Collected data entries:
++++++++
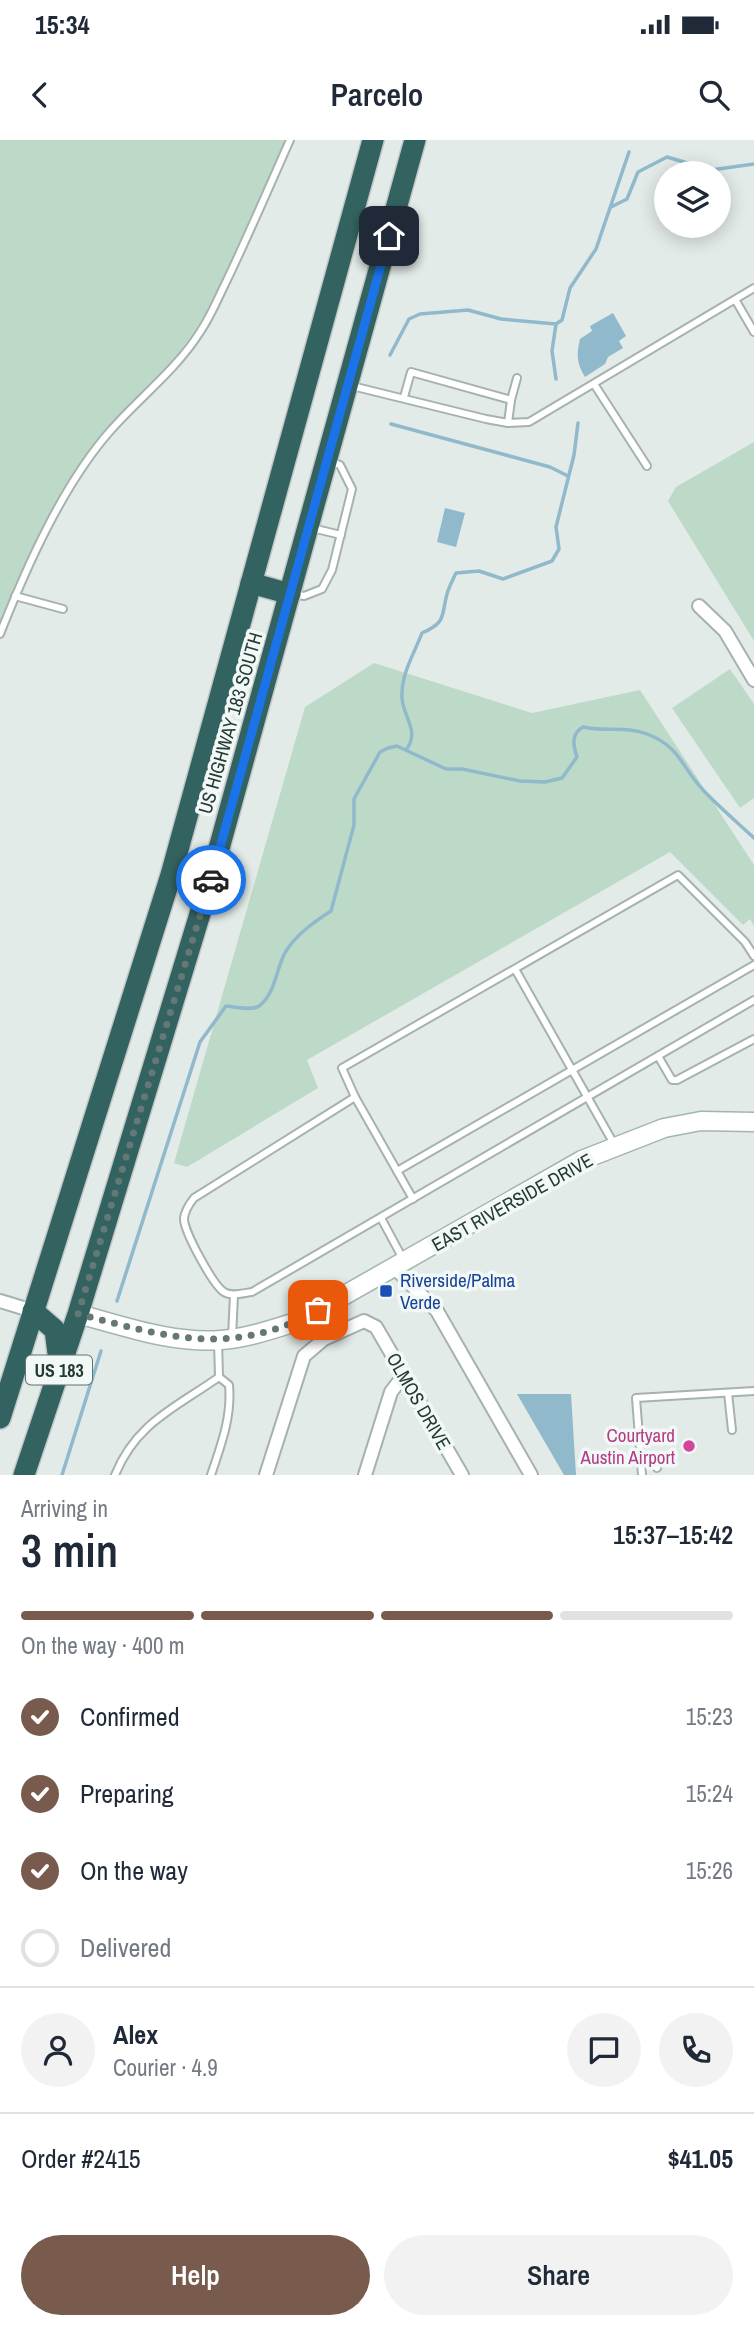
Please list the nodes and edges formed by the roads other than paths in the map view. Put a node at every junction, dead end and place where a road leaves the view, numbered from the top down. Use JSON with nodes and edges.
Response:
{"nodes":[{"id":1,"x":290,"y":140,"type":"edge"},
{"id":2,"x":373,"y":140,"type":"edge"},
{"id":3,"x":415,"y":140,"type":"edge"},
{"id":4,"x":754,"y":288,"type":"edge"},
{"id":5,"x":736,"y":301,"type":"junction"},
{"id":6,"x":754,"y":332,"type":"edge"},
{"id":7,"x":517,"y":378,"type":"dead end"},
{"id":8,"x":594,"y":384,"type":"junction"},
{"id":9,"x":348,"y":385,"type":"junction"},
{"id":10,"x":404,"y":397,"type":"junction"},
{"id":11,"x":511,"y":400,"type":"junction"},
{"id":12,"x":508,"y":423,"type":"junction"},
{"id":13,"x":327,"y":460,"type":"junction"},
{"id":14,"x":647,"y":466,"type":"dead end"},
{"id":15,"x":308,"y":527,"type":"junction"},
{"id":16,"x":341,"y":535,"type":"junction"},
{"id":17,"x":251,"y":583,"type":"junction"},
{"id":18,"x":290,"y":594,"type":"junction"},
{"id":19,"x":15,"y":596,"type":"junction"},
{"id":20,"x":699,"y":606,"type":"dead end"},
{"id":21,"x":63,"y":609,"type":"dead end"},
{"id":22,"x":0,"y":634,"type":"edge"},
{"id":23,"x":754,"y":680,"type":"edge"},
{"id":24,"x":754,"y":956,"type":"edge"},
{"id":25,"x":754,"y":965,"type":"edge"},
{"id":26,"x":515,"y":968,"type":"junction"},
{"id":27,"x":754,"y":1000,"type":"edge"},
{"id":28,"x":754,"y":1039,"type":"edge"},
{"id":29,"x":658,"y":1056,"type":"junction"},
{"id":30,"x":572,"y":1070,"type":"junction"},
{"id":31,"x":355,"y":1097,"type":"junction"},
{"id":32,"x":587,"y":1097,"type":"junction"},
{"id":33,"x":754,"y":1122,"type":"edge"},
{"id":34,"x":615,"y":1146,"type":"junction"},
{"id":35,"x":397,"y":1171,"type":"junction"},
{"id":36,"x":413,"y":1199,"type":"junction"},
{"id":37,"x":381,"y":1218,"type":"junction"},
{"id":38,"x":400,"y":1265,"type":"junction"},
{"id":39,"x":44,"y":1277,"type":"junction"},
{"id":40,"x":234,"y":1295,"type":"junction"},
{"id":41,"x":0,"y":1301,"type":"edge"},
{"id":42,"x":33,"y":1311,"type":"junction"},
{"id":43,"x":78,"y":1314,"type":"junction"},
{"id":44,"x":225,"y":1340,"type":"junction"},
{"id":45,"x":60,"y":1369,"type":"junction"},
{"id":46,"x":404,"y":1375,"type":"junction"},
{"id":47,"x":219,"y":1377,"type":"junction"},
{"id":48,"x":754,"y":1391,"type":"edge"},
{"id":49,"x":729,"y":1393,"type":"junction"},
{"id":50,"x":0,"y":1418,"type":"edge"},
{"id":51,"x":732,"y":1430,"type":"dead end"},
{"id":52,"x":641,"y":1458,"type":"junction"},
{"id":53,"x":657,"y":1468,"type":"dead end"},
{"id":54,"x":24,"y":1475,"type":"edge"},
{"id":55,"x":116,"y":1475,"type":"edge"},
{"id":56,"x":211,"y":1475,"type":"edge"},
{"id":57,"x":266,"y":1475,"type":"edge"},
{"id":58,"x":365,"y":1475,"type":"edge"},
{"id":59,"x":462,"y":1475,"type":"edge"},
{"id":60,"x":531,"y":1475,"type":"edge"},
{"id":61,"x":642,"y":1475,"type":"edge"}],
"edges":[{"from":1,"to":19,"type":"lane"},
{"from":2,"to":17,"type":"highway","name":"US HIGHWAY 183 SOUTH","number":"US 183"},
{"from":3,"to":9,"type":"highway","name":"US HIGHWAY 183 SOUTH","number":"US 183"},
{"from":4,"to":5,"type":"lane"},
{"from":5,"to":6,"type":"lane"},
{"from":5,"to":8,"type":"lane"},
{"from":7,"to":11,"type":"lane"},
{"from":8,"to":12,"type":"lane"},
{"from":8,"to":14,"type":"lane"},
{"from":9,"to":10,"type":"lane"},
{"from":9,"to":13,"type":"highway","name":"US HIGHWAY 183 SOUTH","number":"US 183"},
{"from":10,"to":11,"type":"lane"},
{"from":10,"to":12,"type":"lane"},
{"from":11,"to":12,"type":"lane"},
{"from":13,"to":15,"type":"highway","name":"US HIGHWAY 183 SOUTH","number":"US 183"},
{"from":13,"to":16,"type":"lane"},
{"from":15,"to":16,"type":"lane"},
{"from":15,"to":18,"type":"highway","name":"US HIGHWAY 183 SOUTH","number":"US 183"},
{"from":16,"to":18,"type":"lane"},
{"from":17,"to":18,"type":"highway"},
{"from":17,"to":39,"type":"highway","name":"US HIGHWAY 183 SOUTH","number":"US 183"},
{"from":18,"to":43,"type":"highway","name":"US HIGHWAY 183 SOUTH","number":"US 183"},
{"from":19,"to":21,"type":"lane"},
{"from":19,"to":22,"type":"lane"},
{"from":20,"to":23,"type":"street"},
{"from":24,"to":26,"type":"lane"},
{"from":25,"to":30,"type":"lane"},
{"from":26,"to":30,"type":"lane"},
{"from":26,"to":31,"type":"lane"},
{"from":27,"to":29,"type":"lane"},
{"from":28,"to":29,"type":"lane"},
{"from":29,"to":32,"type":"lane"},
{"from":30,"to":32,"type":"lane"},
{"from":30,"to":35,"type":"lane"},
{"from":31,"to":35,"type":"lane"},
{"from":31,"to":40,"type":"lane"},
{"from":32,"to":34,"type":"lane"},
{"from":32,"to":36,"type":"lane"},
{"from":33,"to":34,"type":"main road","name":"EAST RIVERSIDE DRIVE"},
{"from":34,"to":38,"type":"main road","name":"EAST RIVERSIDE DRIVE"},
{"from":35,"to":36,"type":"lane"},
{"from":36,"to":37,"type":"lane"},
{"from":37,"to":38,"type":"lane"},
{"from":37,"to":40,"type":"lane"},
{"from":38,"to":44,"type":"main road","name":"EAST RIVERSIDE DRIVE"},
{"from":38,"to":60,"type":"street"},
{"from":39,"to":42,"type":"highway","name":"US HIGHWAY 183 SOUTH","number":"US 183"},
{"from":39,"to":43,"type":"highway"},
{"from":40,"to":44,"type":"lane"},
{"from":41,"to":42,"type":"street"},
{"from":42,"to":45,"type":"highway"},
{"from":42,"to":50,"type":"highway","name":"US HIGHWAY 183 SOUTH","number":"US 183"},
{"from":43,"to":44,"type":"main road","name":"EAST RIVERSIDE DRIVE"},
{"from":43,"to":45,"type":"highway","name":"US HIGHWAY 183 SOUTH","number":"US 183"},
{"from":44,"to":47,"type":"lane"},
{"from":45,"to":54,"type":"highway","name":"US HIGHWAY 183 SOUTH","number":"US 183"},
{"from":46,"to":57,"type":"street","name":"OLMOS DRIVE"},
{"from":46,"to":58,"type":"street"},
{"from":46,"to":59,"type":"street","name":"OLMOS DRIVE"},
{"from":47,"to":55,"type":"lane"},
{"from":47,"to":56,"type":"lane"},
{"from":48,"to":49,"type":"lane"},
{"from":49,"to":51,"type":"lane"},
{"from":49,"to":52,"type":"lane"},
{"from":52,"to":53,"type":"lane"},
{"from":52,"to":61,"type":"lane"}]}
++++++++
◆ The problem: Line by line, transcribe the records exactly, omitting the images.

◆ Problem solution:
Please list the nodes and edges formed by the roads other than paths in the map view. Put a node at every junction, dead end and place where a road leaves the view, numbered from the top down. Use JSON with nodes and edges.
Response:
{"nodes":[{"id":1,"x":290,"y":140,"type":"edge"},
{"id":2,"x":373,"y":140,"type":"edge"},
{"id":3,"x":415,"y":140,"type":"edge"},
{"id":4,"x":754,"y":288,"type":"edge"},
{"id":5,"x":736,"y":301,"type":"junction"},
{"id":6,"x":754,"y":332,"type":"edge"},
{"id":7,"x":517,"y":378,"type":"dead end"},
{"id":8,"x":594,"y":384,"type":"junction"},
{"id":9,"x":348,"y":385,"type":"junction"},
{"id":10,"x":404,"y":397,"type":"junction"},
{"id":11,"x":511,"y":400,"type":"junction"},
{"id":12,"x":508,"y":423,"type":"junction"},
{"id":13,"x":327,"y":460,"type":"junction"},
{"id":14,"x":647,"y":466,"type":"dead end"},
{"id":15,"x":308,"y":527,"type":"junction"},
{"id":16,"x":341,"y":535,"type":"junction"},
{"id":17,"x":251,"y":583,"type":"junction"},
{"id":18,"x":290,"y":594,"type":"junction"},
{"id":19,"x":15,"y":596,"type":"junction"},
{"id":20,"x":699,"y":606,"type":"dead end"},
{"id":21,"x":63,"y":609,"type":"dead end"},
{"id":22,"x":0,"y":634,"type":"edge"},
{"id":23,"x":754,"y":680,"type":"edge"},
{"id":24,"x":754,"y":956,"type":"edge"},
{"id":25,"x":754,"y":965,"type":"edge"},
{"id":26,"x":515,"y":968,"type":"junction"},
{"id":27,"x":754,"y":1000,"type":"edge"},
{"id":28,"x":754,"y":1039,"type":"edge"},
{"id":29,"x":658,"y":1056,"type":"junction"},
{"id":30,"x":572,"y":1070,"type":"junction"},
{"id":31,"x":355,"y":1097,"type":"junction"},
{"id":32,"x":587,"y":1097,"type":"junction"},
{"id":33,"x":754,"y":1122,"type":"edge"},
{"id":34,"x":615,"y":1146,"type":"junction"},
{"id":35,"x":397,"y":1171,"type":"junction"},
{"id":36,"x":413,"y":1199,"type":"junction"},
{"id":37,"x":381,"y":1218,"type":"junction"},
{"id":38,"x":400,"y":1265,"type":"junction"},
{"id":39,"x":44,"y":1277,"type":"junction"},
{"id":40,"x":234,"y":1295,"type":"junction"},
{"id":41,"x":0,"y":1301,"type":"edge"},
{"id":42,"x":33,"y":1311,"type":"junction"},
{"id":43,"x":78,"y":1314,"type":"junction"},
{"id":44,"x":225,"y":1340,"type":"junction"},
{"id":45,"x":60,"y":1369,"type":"junction"},
{"id":46,"x":404,"y":1375,"type":"junction"},
{"id":47,"x":219,"y":1377,"type":"junction"},
{"id":48,"x":754,"y":1391,"type":"edge"},
{"id":49,"x":729,"y":1393,"type":"junction"},
{"id":50,"x":0,"y":1418,"type":"edge"},
{"id":51,"x":732,"y":1430,"type":"dead end"},
{"id":52,"x":641,"y":1458,"type":"junction"},
{"id":53,"x":657,"y":1468,"type":"dead end"},
{"id":54,"x":24,"y":1475,"type":"edge"},
{"id":55,"x":116,"y":1475,"type":"edge"},
{"id":56,"x":211,"y":1475,"type":"edge"},
{"id":57,"x":266,"y":1475,"type":"edge"},
{"id":58,"x":365,"y":1475,"type":"edge"},
{"id":59,"x":462,"y":1475,"type":"edge"},
{"id":60,"x":531,"y":1475,"type":"edge"},
{"id":61,"x":642,"y":1475,"type":"edge"}],
"edges":[{"from":1,"to":19,"type":"lane"},
{"from":2,"to":17,"type":"highway","name":"US HIGHWAY 183 SOUTH","number":"US 183"},
{"from":3,"to":9,"type":"highway","name":"US HIGHWAY 183 SOUTH","number":"US 183"},
{"from":4,"to":5,"type":"lane"},
{"from":5,"to":6,"type":"lane"},
{"from":5,"to":8,"type":"lane"},
{"from":7,"to":11,"type":"lane"},
{"from":8,"to":12,"type":"lane"},
{"from":8,"to":14,"type":"lane"},
{"from":9,"to":10,"type":"lane"},
{"from":9,"to":13,"type":"highway","name":"US HIGHWAY 183 SOUTH","number":"US 183"},
{"from":10,"to":11,"type":"lane"},
{"from":10,"to":12,"type":"lane"},
{"from":11,"to":12,"type":"lane"},
{"from":13,"to":15,"type":"highway","name":"US HIGHWAY 183 SOUTH","number":"US 183"},
{"from":13,"to":16,"type":"lane"},
{"from":15,"to":16,"type":"lane"},
{"from":15,"to":18,"type":"highway","name":"US HIGHWAY 183 SOUTH","number":"US 183"},
{"from":16,"to":18,"type":"lane"},
{"from":17,"to":18,"type":"highway"},
{"from":17,"to":39,"type":"highway","name":"US HIGHWAY 183 SOUTH","number":"US 183"},
{"from":18,"to":43,"type":"highway","name":"US HIGHWAY 183 SOUTH","number":"US 183"},
{"from":19,"to":21,"type":"lane"},
{"from":19,"to":22,"type":"lane"},
{"from":20,"to":23,"type":"street"},
{"from":24,"to":26,"type":"lane"},
{"from":25,"to":30,"type":"lane"},
{"from":26,"to":30,"type":"lane"},
{"from":26,"to":31,"type":"lane"},
{"from":27,"to":29,"type":"lane"},
{"from":28,"to":29,"type":"lane"},
{"from":29,"to":32,"type":"lane"},
{"from":30,"to":32,"type":"lane"},
{"from":30,"to":35,"type":"lane"},
{"from":31,"to":35,"type":"lane"},
{"from":31,"to":40,"type":"lane"},
{"from":32,"to":34,"type":"lane"},
{"from":32,"to":36,"type":"lane"},
{"from":33,"to":34,"type":"main road","name":"EAST RIVERSIDE DRIVE"},
{"from":34,"to":38,"type":"main road","name":"EAST RIVERSIDE DRIVE"},
{"from":35,"to":36,"type":"lane"},
{"from":36,"to":37,"type":"lane"},
{"from":37,"to":38,"type":"lane"},
{"from":37,"to":40,"type":"lane"},
{"from":38,"to":44,"type":"main road","name":"EAST RIVERSIDE DRIVE"},
{"from":38,"to":60,"type":"street"},
{"from":39,"to":42,"type":"highway","name":"US HIGHWAY 183 SOUTH","number":"US 183"},
{"from":39,"to":43,"type":"highway"},
{"from":40,"to":44,"type":"lane"},
{"from":41,"to":42,"type":"street"},
{"from":42,"to":45,"type":"highway"},
{"from":42,"to":50,"type":"highway","name":"US HIGHWAY 183 SOUTH","number":"US 183"},
{"from":43,"to":44,"type":"main road","name":"EAST RIVERSIDE DRIVE"},
{"from":43,"to":45,"type":"highway","name":"US HIGHWAY 183 SOUTH","number":"US 183"},
{"from":44,"to":47,"type":"lane"},
{"from":45,"to":54,"type":"highway","name":"US HIGHWAY 183 SOUTH","number":"US 183"},
{"from":46,"to":57,"type":"street","name":"OLMOS DRIVE"},
{"from":46,"to":58,"type":"street"},
{"from":46,"to":59,"type":"street","name":"OLMOS DRIVE"},
{"from":47,"to":55,"type":"lane"},
{"from":47,"to":56,"type":"lane"},
{"from":48,"to":49,"type":"lane"},
{"from":49,"to":51,"type":"lane"},
{"from":49,"to":52,"type":"lane"},
{"from":52,"to":53,"type":"lane"},
{"from":52,"to":61,"type":"lane"}]}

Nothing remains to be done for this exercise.